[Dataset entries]
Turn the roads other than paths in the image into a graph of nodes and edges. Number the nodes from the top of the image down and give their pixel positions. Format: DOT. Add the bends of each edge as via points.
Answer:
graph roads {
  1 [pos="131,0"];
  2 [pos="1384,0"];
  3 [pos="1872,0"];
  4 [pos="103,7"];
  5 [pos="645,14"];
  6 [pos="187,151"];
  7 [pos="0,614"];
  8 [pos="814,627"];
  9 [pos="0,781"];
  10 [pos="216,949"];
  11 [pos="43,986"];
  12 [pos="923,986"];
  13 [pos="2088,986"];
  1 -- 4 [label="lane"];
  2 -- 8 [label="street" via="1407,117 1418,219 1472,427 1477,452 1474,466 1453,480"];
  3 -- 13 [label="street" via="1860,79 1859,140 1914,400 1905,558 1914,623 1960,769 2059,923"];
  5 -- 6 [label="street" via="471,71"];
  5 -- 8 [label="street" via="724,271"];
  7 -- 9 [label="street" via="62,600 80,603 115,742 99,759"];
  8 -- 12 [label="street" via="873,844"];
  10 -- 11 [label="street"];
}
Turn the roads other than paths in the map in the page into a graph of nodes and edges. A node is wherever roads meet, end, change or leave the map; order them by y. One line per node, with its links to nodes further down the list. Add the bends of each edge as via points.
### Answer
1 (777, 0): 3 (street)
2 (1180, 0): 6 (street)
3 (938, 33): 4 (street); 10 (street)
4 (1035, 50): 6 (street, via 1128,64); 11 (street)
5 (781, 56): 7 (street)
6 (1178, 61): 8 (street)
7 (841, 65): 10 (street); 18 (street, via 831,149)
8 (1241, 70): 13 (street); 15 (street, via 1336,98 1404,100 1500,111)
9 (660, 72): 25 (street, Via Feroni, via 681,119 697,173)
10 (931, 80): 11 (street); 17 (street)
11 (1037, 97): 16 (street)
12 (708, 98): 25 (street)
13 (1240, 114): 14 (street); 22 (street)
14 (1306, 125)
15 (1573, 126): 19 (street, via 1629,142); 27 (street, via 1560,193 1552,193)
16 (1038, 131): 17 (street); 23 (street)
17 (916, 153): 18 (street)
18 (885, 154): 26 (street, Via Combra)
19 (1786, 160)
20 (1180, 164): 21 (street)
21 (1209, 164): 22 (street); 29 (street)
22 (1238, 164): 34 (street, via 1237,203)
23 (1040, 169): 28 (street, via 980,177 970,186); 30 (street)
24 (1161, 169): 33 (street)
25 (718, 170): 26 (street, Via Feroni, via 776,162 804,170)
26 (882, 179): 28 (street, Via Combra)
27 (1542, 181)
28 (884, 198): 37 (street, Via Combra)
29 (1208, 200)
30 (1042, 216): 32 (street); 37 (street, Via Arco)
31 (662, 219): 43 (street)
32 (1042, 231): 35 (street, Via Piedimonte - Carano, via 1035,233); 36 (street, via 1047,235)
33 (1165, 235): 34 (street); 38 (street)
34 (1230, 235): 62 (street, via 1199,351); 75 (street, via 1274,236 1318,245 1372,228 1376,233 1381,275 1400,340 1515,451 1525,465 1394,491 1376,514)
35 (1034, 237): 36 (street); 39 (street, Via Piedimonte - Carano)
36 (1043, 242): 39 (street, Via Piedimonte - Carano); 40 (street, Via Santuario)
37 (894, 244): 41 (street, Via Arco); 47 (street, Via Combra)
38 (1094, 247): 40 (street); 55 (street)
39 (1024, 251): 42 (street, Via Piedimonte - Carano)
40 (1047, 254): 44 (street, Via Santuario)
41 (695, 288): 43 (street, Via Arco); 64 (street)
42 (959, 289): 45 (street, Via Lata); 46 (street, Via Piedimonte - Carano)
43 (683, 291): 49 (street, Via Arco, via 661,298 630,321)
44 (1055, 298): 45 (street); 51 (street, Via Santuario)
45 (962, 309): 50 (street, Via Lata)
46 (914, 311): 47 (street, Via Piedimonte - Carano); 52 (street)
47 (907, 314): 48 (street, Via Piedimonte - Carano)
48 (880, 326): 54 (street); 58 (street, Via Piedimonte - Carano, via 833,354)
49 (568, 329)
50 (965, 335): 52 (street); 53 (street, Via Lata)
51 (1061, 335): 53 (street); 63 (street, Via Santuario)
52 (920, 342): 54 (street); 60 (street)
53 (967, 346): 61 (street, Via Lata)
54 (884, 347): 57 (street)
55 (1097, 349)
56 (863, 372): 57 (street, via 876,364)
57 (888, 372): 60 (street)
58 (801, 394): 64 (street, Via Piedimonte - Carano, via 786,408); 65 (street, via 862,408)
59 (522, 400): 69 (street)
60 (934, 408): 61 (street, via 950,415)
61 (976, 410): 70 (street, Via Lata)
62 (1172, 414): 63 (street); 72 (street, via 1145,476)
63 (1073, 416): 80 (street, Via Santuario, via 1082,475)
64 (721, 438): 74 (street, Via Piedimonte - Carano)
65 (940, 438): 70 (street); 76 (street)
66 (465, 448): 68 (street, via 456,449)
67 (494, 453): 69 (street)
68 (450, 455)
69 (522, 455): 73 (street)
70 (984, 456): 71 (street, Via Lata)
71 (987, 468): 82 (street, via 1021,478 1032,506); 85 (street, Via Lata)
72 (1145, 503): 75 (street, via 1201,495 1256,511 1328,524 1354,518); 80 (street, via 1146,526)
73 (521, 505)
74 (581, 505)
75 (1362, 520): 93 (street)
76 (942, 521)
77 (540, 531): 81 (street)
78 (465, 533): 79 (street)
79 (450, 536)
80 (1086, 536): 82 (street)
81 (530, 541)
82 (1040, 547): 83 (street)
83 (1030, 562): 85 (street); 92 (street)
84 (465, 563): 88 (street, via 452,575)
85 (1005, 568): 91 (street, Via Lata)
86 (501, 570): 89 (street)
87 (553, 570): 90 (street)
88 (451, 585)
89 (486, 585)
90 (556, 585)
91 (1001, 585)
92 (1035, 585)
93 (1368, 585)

WHAT TO PRODUCE.
Output every record above in full, exactly as it reads.

EXERCISE ANSWER.
Turn the roads other than paths in the image into a graph of nodes and edges. Number the nodes from the top of the image down and give their pixel positions. Format: DOT. Add the bends of each edge as via points.
Answer:
graph roads {
  1 [pos="131,0"];
  2 [pos="1384,0"];
  3 [pos="1872,0"];
  4 [pos="103,7"];
  5 [pos="645,14"];
  6 [pos="187,151"];
  7 [pos="0,614"];
  8 [pos="814,627"];
  9 [pos="0,781"];
  10 [pos="216,949"];
  11 [pos="43,986"];
  12 [pos="923,986"];
  13 [pos="2088,986"];
  1 -- 4 [label="lane"];
  2 -- 8 [label="street" via="1407,117 1418,219 1472,427 1477,452 1474,466 1453,480"];
  3 -- 13 [label="street" via="1860,79 1859,140 1914,400 1905,558 1914,623 1960,769 2059,923"];
  5 -- 6 [label="street" via="471,71"];
  5 -- 8 [label="street" via="724,271"];
  7 -- 9 [label="street" via="62,600 80,603 115,742 99,759"];
  8 -- 12 [label="street" via="873,844"];
  10 -- 11 [label="street"];
}
Turn the roads other than paths in the map in the page into a graph of nodes and edges. A node is wherever roads meet, end, change or leave the map; order them by y. One line per node, with its links to nodes further down the list. Add the bends of each edge as via points.
### Answer
1 (777, 0): 3 (street)
2 (1180, 0): 6 (street)
3 (938, 33): 4 (street); 10 (street)
4 (1035, 50): 6 (street, via 1128,64); 11 (street)
5 (781, 56): 7 (street)
6 (1178, 61): 8 (street)
7 (841, 65): 10 (street); 18 (street, via 831,149)
8 (1241, 70): 13 (street); 15 (street, via 1336,98 1404,100 1500,111)
9 (660, 72): 25 (street, Via Feroni, via 681,119 697,173)
10 (931, 80): 11 (street); 17 (street)
11 (1037, 97): 16 (street)
12 (708, 98): 25 (street)
13 (1240, 114): 14 (street); 22 (street)
14 (1306, 125)
15 (1573, 126): 19 (street, via 1629,142); 27 (street, via 1560,193 1552,193)
16 (1038, 131): 17 (street); 23 (street)
17 (916, 153): 18 (street)
18 (885, 154): 26 (street, Via Combra)
19 (1786, 160)
20 (1180, 164): 21 (street)
21 (1209, 164): 22 (street); 29 (street)
22 (1238, 164): 34 (street, via 1237,203)
23 (1040, 169): 28 (street, via 980,177 970,186); 30 (street)
24 (1161, 169): 33 (street)
25 (718, 170): 26 (street, Via Feroni, via 776,162 804,170)
26 (882, 179): 28 (street, Via Combra)
27 (1542, 181)
28 (884, 198): 37 (street, Via Combra)
29 (1208, 200)
30 (1042, 216): 32 (street); 37 (street, Via Arco)
31 (662, 219): 43 (street)
32 (1042, 231): 35 (street, Via Piedimonte - Carano, via 1035,233); 36 (street, via 1047,235)
33 (1165, 235): 34 (street); 38 (street)
34 (1230, 235): 62 (street, via 1199,351); 75 (street, via 1274,236 1318,245 1372,228 1376,233 1381,275 1400,340 1515,451 1525,465 1394,491 1376,514)
35 (1034, 237): 36 (street); 39 (street, Via Piedimonte - Carano)
36 (1043, 242): 39 (street, Via Piedimonte - Carano); 40 (street, Via Santuario)
37 (894, 244): 41 (street, Via Arco); 47 (street, Via Combra)
38 (1094, 247): 40 (street); 55 (street)
39 (1024, 251): 42 (street, Via Piedimonte - Carano)
40 (1047, 254): 44 (street, Via Santuario)
41 (695, 288): 43 (street, Via Arco); 64 (street)
42 (959, 289): 45 (street, Via Lata); 46 (street, Via Piedimonte - Carano)
43 (683, 291): 49 (street, Via Arco, via 661,298 630,321)
44 (1055, 298): 45 (street); 51 (street, Via Santuario)
45 (962, 309): 50 (street, Via Lata)
46 (914, 311): 47 (street, Via Piedimonte - Carano); 52 (street)
47 (907, 314): 48 (street, Via Piedimonte - Carano)
48 (880, 326): 54 (street); 58 (street, Via Piedimonte - Carano, via 833,354)
49 (568, 329)
50 (965, 335): 52 (street); 53 (street, Via Lata)
51 (1061, 335): 53 (street); 63 (street, Via Santuario)
52 (920, 342): 54 (street); 60 (street)
53 (967, 346): 61 (street, Via Lata)
54 (884, 347): 57 (street)
55 (1097, 349)
56 (863, 372): 57 (street, via 876,364)
57 (888, 372): 60 (street)
58 (801, 394): 64 (street, Via Piedimonte - Carano, via 786,408); 65 (street, via 862,408)
59 (522, 400): 69 (street)
60 (934, 408): 61 (street, via 950,415)
61 (976, 410): 70 (street, Via Lata)
62 (1172, 414): 63 (street); 72 (street, via 1145,476)
63 (1073, 416): 80 (street, Via Santuario, via 1082,475)
64 (721, 438): 74 (street, Via Piedimonte - Carano)
65 (940, 438): 70 (street); 76 (street)
66 (465, 448): 68 (street, via 456,449)
67 (494, 453): 69 (street)
68 (450, 455)
69 (522, 455): 73 (street)
70 (984, 456): 71 (street, Via Lata)
71 (987, 468): 82 (street, via 1021,478 1032,506); 85 (street, Via Lata)
72 (1145, 503): 75 (street, via 1201,495 1256,511 1328,524 1354,518); 80 (street, via 1146,526)
73 (521, 505)
74 (581, 505)
75 (1362, 520): 93 (street)
76 (942, 521)
77 (540, 531): 81 (street)
78 (465, 533): 79 (street)
79 (450, 536)
80 (1086, 536): 82 (street)
81 (530, 541)
82 (1040, 547): 83 (street)
83 (1030, 562): 85 (street); 92 (street)
84 (465, 563): 88 (street, via 452,575)
85 (1005, 568): 91 (street, Via Lata)
86 (501, 570): 89 (street)
87 (553, 570): 90 (street)
88 (451, 585)
89 (486, 585)
90 (556, 585)
91 (1001, 585)
92 (1035, 585)
93 (1368, 585)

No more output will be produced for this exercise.